- [Task objective] Each entry that follows should be set down precisely, with its pictures removed.

- [Record extracts]
---------------

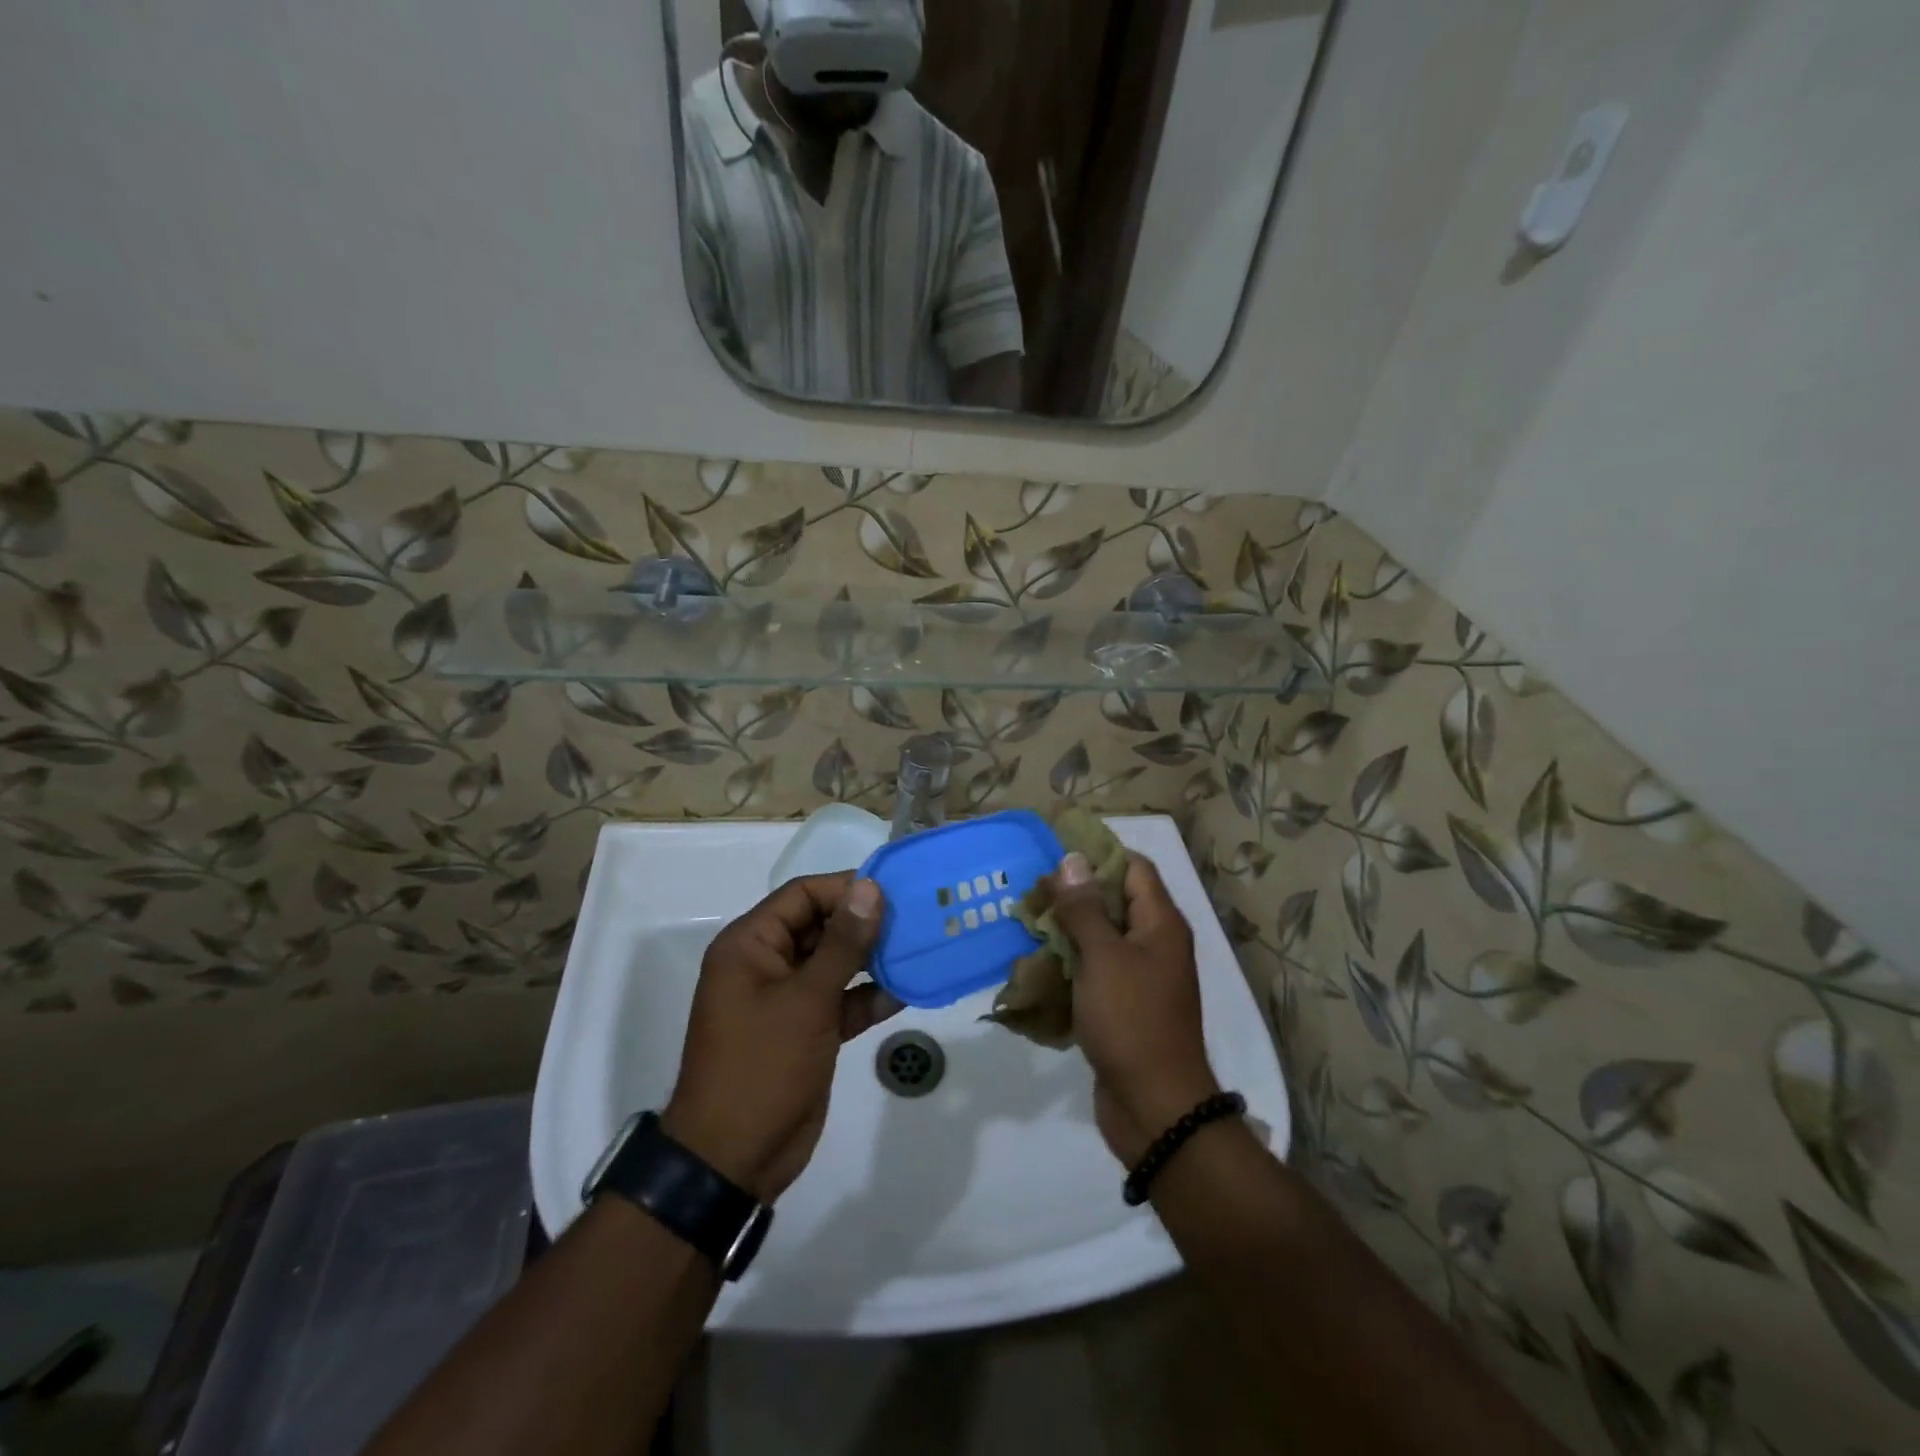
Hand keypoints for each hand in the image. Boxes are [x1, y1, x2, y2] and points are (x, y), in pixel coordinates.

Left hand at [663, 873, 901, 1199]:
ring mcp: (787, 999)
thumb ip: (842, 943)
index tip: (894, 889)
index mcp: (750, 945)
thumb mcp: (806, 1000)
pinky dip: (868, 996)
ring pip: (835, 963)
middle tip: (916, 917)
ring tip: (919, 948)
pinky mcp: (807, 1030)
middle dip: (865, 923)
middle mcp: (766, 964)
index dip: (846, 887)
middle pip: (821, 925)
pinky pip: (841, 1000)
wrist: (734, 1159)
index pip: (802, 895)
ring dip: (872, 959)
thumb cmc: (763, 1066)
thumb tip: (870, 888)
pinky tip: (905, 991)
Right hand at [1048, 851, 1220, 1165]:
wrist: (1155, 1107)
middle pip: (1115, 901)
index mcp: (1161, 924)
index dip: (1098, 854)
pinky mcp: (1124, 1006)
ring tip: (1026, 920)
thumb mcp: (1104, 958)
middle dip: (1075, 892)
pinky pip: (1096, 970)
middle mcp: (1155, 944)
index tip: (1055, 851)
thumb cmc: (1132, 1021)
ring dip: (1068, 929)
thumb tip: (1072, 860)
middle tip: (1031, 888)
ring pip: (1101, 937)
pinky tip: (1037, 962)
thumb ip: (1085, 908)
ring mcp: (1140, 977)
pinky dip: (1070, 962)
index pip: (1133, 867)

---------------

- [Completed exercise]
Hand keypoints for each hand in the image. Boxes are [x1, y1, x2, y2] and points are (x, y), in pixel coordinates.

Left hand at [663, 873, 901, 1199]:
ring mcp: (787, 999)
thumb ip: (842, 943)
index tip: (894, 889)
index mcp: (750, 945)
thumb mcp: (806, 1000)
pinky dip: (868, 996)
ring pip: (835, 963)
middle tip: (916, 917)
ring tip: (919, 948)
pinky mcp: (807, 1030)
middle dip: (865, 923)
middle mcp: (766, 964)
index dip: (846, 887)
middle pip: (821, 925)
pinky pip: (841, 1000)
wrist: (734, 1159)
index pip: (802, 895)
ring dip: (872, 959)
thumb cmc: (763, 1066)
thumb tip: (870, 888)
pinky tip: (905, 991)
Right hand at [1048, 851, 1220, 1165]:
wrist: (1155, 1107)
middle pip: (1115, 901)
index mcp: (1161, 924)
index dip: (1098, 854)
pinky mcp: (1124, 1006)
ring tip: (1026, 920)
thumb mcp: (1104, 958)
middle dip: (1075, 892)
pinky pip: (1096, 970)
middle mcp: (1155, 944)
index tip: (1055, 851)
thumb cmc: (1132, 1021)
ring dip: (1068, 929)
thumb tip: (1072, 860)
middle tip: (1031, 888)
ring pip: (1101, 937)
pinky tip: (1037, 962)
thumb ip: (1085, 908)
ring mcp: (1140, 977)
pinky dip: (1070, 962)
index pip: (1133, 867)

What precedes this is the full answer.